Frankly, I find myself agreeing with all of them — from Nordlinger, who expressed visceral disgust at Trump’s speech to Hanson and Robinson, who defended the president. The difference, it seems to me, isn’t one of policy, politics, or even etiquette, but rather of framing.
I’ve never liked Donald Trump as a public figure, and I don’t like his behavior, now, but that doesn’t mean I have to work to thwart his every move or to jump on board with every narrative-builder that the progressives will throw out for a public minute of hate every single day during his presidency.
Given Republican control of Congress and the largely conservative nature of his cabinet picks, there is clearly a path toward better policy and better governance whereby the more-mainstream officials take the lead in crafting legislation and running the government while the president declares policy themes and runs interference against the liberal media. As progressives attack Trump (sometimes irrationally and sometimes with justification), I expect he’ll move more and more toward the opposing side, which is to say our side.

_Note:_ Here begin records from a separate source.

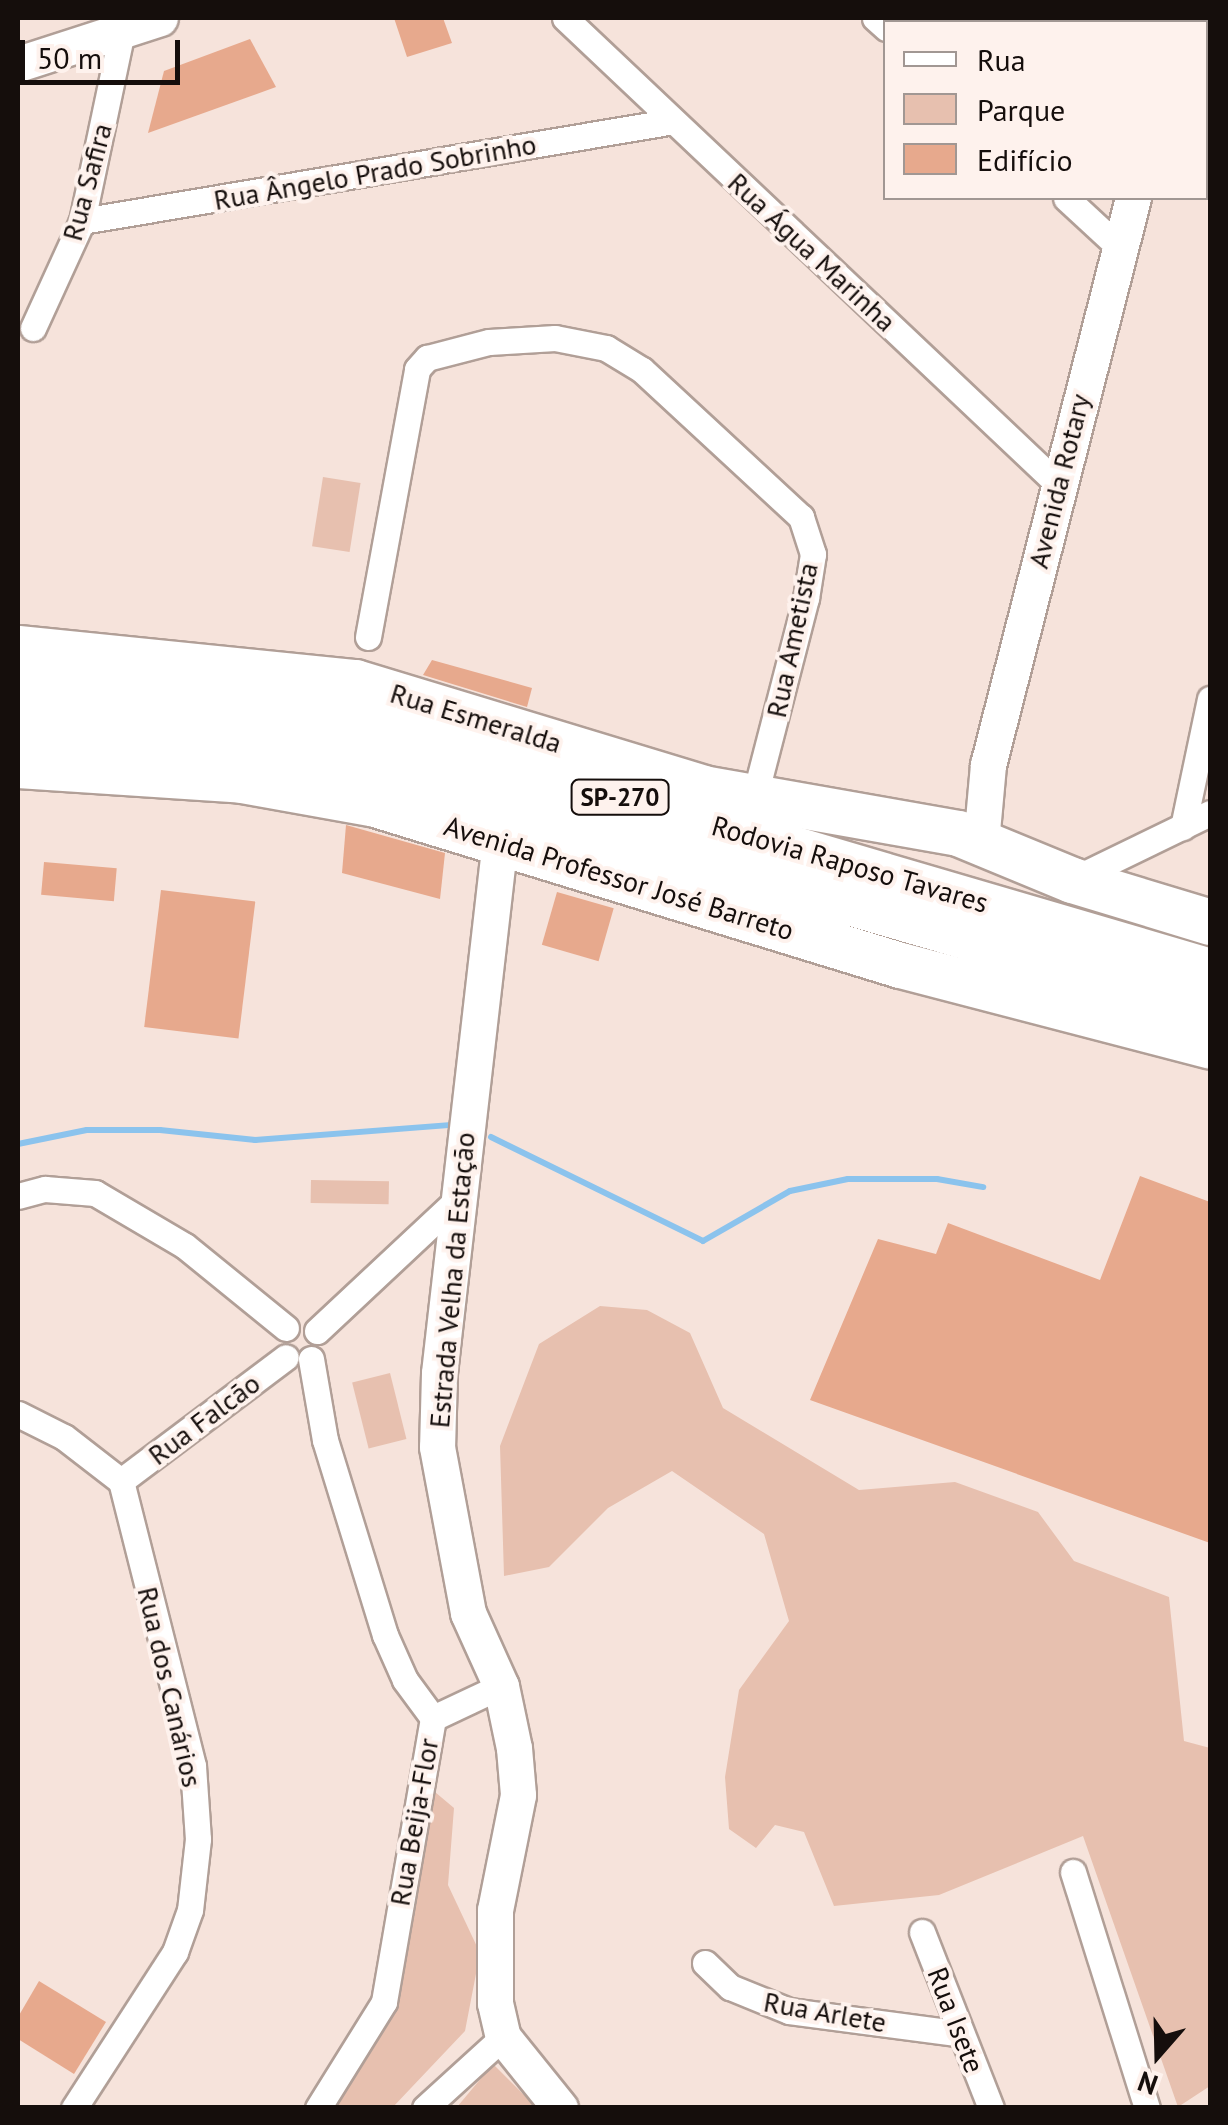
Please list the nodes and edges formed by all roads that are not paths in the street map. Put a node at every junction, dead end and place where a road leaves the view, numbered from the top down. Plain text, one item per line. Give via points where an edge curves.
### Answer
1 (160, 18) edge
2 (565, 18) edge
3 (122, 30) junction
4 (18, 64) edge
5 (668, 122) junction
6 (1068, 200) edge
7 (1132, 200) edge
8 (82, 222) junction
9 (1120, 248) junction
10 (33, 328) dead end
11 (1060, 486) junction
12 (368, 636) dead end
13 (18, 648) edge
14 (18, 684) edge
15 (1210, 699) edge
16 (18, 726) edge
17 (18, 764) edge
18 (754, 799) junction
19 (1210, 812) edge
20 (1182, 827) junction
21 (962, 836) junction
22 (500, 840) junction
23 (1072, 880) junction
24 (1210, 922) edge
25 (1210, 971) edge
26 (1210, 1011) edge
27 (1210, 1046) edge
28 (18, 1196) edge
29 (458, 1200) junction
30 (286, 1328) junction
31 (317, 1331) junction
32 (298, 1358) junction
33 (18, 1414) edge
34 (121, 1480) junction
35 (501, 1686) junction
36 (433, 1718) junction
37 (1073, 1872) dead end
38 (922, 1932) dead end
39 (705, 1963) dead end
40 (958, 2032) junction
41 (503, 2038) junction
42 (74, 2108) edge
43 (318, 2108) edge
44 (425, 2108) edge
45 (560, 2108) edge
46 (991, 2108) edge
47 (1147, 2108) edge

1 - 3 street
2 - 5 street, Rua Água Marinha
3 - 4 street
3 - 8 street, Rua Safira
5 - 8 street, Rua Ângelo Prado Sobrinho
5 - 11 street, Rua Água Marinha
6 - 9 street
7 - 9 street, Avenida Rotary
8 - 10 street, Rua Safira
9 - 11 street, Avenida Rotary
11 - 21 street, Avenida Rotary via 988,765
12 - 18 street, Rua Ametista via 411,385 426,358 489,342 555,338 606,348 642,370 802,517 813,554
13 - 18 highway, Rua Esmeralda via 355,682
14 - 25 highway, Rodovia Raposo Tavares / SP-270 via 246,704 410,736
15 - 20 street
16 - 26 highway, Rodovia Raposo Tavares / SP-270 via 236,742 383,766
17 - 22 highway, Avenida Professor José Barreto via 299,787
18 - 21 highway, Rua Esmeralda
19 - 20 street
20 - 23 street
21 - 23 highway, Rua Esmeralda
22 - 26 highway via 623,857
22 - 27 highway, Avenida Professor José Barreto via 846,949
22 - 29 street, Estrada Velha da Estação
23 - 24 highway, Rua Esmeralda
28 - 30 street via 45,1189 96,1193 185,1246
29 - 31 street
29 - 35 street, Estrada Velha da Estação via 437,1447 468,1613
30 - 31 street via 302,1322
30 - 32 street via 281,1348
31 - 32 street via 320,1346
32 - 34 street, Rua Falcão
32 - 36 street, Rua Beija-Flor via 385,1635 405,1680
33 - 34 street via 64,1437
34 - 42 street, Rua dos Canários via 193,1766 198,1839 190,1910 175,1952
35 - 36 street
35 - 41 street, Estrada Velha da Estação via 518,1795 495,1910 491,1973
36 - 43 street, Rua Beija-Flor via 384,2002
37 - 47 street
38 - 40 street, Rua Isete
39 - 40 street, Rua Arlete via 730,1987 790,2011
40 - 46 street, Rua Isete
41 - 44 street
41 - 45 street, Estrada Velha da Estação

This isn’t a strategy I would have chosen in advance, but we can only make decisions based on where we are. Assisting the Left in their deliberate effort to prevent our positive outcome by emphasizing that which is unsavory about Trump would be counter productive and would probably not improve the public square in the way that Trump degrades it. Quite the opposite.
That doesn’t mean doing as progressives do and insisting that somebody who’s on our political side must be excused in every respect. After all, we do have to keep Congressional Republicans from concluding that they must move toward Trump and his approach. But it does mean being clear-eyed about the significance of particular issues and taking rhetoric and actions that bother us as momentum to be redirected — impulses to be refined — rather than excuses to wedge our side against itself.
Parts of President Trump’s inaugural address made me laugh out loud, parts of it made me cringe, but parts of it made me think, “I’m glad somebody’s finally willing to say that.” As Roger Kimball argues, going through the speech line by line, although some key words and phrases can’t help but stand out, Trump’s statement, overall, should be a hopeful one for conservatives.
Over years of cultural dominance and narrative building, the Left has conditioned us to let the perfect be the enemy of the good. Frankly, we need to take the more-Christian approach of seeing the imperfect as an opportunity for conversion.